Но Жилянская идет не только вправо от нашей Владимирской — к Большой Васильковской, но и влево — к вокзалу и к Евбазу. Просто влево она осваивается мной медленней, потому что, в принципе, мы в эту сторону не ходим. В эту сторону улица выглядела вполне заштатно, и нас туда не тянуло. Впрочем, кроме тех случаев, когда мы на подводе переезжали в Святошино, где снимали комнату на лето или — и того лучше — ехали на извозчике на вокзал. Конечно, много было суматохи и с подводой. Она через подворотню въезжала прямо на двор, будоражила друзей моего раннего детства, мечтавших при выезде уцепиться и доехать до мостовой, создавала суматоху с погрузкой вещей, а потом предоставляла мне счастливую возможность сидеть высоко на вещах и поглядывать оттуда на прохожих. Но все же с поездкой на извозчике на вокзал это ни в какое сравнение не шло. Тут обреталась некоторая экстерриториальность, и все представало в каком-то новом освещении, приобретало значительность: и извозчик, и вокзал, и поезд. И как прелюдия — триумфальный проезд мимо Тарасовской, Паньковской, Караваевской к Безаковской, где нам надо было свернуть налево и которая была всегда романтически-торжественной уже потому, что в двух шагах от Жилянской упиралась в вокзальную площадь. Конечно, и по ней ходили трамваи, в том числе № 2, на Крещатик, но трамвайную линию мы пересекали еще на Караваевской. Там по маршруту Владимирская горка — Соломинка (район за линией железной дороги) курсировал восьмой номер трамвая. Как ни странно, на Соломинке я был только раз в жизни, году в сороковом. Другое дело — Владимирская горка. Но об этом позже. Конечно, эти поездки на вокзал мне очень нравились, даже волновали меня, но, как все хорошее, случались тогда очень редко.
Я упомянул здесь Владимирскую горку. Я далеко не сразу понял, что ведет к ней наша же Владимирская улица. И не только потому, что в это время улица наша была уже (и еще) не Владимирской, а Короленко — просто по ней дальше Жилянской меня редко водили. А она сразу брала круто вверх и через короткий отрезок к Марино-Благовещенской. Улица эта была строго параллельной нашей Жилянской, но воспринималось мной как некая даль, как иной мир. Там, приятно звеня, солидно проплывали красные трамваи, стояли красивые дома и, вообще как будто шла какая-то более интересная и значительная жизнь. Собственно тогда она уже была улицей Пятакова, потом, когда Пятакова расстреляли, она стала улицей его брата — Леонида Пятакова. Но вскоре — от греха подальше — ее превратили и вовсе в улицу Саксаганского.
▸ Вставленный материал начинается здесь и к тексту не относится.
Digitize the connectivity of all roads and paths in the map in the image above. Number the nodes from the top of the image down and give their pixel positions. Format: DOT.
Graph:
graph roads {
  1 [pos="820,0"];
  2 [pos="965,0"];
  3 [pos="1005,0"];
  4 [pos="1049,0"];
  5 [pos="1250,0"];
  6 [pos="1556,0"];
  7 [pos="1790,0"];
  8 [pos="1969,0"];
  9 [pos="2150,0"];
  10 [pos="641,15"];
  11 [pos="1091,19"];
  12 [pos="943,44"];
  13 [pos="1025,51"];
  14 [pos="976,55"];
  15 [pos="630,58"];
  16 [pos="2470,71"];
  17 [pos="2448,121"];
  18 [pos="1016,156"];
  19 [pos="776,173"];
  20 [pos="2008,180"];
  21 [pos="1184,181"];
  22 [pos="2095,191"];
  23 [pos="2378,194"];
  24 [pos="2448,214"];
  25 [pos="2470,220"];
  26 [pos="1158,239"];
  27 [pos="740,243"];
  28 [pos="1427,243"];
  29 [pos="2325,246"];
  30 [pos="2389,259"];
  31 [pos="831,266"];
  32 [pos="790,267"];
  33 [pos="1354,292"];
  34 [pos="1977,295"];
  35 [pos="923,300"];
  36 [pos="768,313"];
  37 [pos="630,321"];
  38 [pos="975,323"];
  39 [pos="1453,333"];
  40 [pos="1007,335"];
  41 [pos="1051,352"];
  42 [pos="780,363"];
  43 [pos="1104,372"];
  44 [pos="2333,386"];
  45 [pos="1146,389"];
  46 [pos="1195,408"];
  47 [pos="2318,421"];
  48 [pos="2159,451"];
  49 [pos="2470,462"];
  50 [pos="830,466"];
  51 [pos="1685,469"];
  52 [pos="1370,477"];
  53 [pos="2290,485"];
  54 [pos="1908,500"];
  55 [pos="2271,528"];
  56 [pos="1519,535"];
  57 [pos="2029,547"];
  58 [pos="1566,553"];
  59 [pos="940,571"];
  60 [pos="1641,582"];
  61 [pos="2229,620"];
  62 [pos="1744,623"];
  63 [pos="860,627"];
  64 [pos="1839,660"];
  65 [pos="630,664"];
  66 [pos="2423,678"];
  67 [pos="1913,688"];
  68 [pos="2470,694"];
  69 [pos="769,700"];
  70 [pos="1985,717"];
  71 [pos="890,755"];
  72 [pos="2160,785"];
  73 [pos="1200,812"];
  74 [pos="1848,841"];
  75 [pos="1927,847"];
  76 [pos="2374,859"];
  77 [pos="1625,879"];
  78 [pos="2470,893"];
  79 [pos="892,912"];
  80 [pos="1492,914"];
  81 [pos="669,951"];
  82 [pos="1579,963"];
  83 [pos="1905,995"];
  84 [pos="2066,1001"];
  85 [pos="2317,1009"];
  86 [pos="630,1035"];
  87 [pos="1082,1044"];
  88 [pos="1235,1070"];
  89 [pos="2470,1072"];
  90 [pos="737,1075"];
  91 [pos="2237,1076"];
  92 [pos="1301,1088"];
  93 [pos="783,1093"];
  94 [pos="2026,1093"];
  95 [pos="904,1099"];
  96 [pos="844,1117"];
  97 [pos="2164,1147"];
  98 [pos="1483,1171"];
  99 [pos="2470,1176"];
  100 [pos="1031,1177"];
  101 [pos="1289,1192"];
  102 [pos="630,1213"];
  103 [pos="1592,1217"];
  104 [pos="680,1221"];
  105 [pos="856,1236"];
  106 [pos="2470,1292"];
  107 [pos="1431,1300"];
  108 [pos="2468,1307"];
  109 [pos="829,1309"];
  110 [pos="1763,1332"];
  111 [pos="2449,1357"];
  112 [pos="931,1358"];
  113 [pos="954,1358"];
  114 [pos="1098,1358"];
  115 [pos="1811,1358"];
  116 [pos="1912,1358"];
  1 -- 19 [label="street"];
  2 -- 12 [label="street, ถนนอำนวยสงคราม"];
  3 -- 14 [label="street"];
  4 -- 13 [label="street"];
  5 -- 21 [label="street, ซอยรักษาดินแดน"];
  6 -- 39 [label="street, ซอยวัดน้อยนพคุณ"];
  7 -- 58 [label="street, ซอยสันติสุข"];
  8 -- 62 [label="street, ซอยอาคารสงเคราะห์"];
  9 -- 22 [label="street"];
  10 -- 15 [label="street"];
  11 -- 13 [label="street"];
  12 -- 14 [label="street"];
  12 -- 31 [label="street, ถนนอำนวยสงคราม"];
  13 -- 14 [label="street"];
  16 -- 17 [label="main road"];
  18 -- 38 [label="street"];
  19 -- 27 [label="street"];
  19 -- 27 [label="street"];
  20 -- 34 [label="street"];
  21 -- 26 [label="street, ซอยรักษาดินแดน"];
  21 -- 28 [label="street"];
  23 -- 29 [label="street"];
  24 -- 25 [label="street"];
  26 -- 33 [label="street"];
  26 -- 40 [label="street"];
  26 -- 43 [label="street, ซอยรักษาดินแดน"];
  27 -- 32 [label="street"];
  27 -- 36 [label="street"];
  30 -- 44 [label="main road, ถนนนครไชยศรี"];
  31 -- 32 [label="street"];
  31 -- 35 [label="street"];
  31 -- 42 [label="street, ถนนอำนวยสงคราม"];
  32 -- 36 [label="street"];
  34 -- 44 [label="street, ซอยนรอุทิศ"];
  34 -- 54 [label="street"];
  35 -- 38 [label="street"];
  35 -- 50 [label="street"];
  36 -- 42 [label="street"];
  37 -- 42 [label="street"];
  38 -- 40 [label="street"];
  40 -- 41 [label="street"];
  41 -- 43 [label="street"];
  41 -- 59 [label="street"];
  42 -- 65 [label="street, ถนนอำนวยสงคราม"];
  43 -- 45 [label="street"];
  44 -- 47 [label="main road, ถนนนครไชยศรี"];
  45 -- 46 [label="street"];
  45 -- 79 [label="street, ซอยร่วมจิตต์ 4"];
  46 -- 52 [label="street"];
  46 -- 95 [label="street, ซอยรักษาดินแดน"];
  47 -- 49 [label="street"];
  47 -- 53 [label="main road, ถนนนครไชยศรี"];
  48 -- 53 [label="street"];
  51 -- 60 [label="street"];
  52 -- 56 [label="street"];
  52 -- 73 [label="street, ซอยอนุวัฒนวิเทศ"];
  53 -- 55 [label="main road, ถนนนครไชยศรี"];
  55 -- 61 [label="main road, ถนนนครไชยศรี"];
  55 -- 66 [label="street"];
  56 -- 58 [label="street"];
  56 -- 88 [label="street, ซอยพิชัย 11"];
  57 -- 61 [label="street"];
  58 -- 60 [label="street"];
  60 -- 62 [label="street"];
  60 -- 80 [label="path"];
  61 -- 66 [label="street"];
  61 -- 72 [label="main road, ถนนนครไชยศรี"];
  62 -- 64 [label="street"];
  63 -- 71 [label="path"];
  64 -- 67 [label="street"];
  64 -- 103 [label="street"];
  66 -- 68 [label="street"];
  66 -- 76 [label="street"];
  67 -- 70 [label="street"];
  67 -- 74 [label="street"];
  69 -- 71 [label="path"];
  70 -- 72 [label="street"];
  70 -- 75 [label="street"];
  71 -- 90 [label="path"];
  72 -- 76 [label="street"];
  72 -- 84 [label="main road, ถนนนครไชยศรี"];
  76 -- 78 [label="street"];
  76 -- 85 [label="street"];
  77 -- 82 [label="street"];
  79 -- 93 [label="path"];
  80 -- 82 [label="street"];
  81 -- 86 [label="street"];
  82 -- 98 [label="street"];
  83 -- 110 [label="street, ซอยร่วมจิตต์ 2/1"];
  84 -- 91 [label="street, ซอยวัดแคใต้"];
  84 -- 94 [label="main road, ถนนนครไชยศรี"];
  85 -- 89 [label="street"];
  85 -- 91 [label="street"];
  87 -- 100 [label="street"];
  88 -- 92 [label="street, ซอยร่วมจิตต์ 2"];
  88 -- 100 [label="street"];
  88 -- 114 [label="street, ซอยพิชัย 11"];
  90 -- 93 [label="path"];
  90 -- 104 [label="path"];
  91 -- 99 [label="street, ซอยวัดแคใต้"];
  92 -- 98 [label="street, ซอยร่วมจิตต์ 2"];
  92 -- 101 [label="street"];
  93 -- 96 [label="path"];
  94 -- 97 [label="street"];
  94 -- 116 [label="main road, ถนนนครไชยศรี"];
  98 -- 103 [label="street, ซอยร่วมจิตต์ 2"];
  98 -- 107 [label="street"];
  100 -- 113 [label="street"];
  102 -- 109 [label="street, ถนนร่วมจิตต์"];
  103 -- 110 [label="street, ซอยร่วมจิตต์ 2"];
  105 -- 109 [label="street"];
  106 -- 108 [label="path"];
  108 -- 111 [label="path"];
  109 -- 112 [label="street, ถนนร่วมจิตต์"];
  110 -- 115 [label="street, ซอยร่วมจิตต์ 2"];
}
Судя по развитию событий, это название за ней и останется, и опять Марино-Благовещенской ей не быть больше никогда.
Но это уже разговор о других временах. А тогда на эту улицу мы выходили редко еще и потому, что трамвай на Демиевку с Большой Васильковской обходился дешевле, чем от угла Владимирской (на углу Марино-Благовещенской и Большой Васильковской кончался тарифный участок). Это говорит о том, что жили мы отнюдь не роскошно, а, с другой стороны, подчеркивало привлекательную особость Марино-Благовещенской. В то же время она все-таки была более нашей, чем почти все другие. На ней недалеко от нас (в большом доме на углу Тарасовской) жила еще одна моя тетя — сестра отца Рахиль — с мужем Хайкелем, дочерью Розой и сыном Гецей (Гезей), который был недосягаемо старше меня — на целых шесть лет. Уменьшительным от какого имени было имя Гезя я и теперь не знаю, но я его очень любил… Потом он учился в мединституте. Во время войны, в начале сорок второго, мы начали получать от него письма. Он был тогда врачом полевого госпиталя на «харьковском направлении», жил предчувствием освобождения Киева. Когда началось немецкое наступление под Харьковом, письма прекратились. Как десятки тысяч других людей, он попал в плен в печально-знаменитом харьковском «котле». Говорят, он мог бежать, но не счел возможным бросить раненых и был расстрелян у дверей госпиталя. Точно этого я не знаю, но знаю, что он был хорошим и ответственным человеком. Впрочем, это уже — другие времена и другая тема.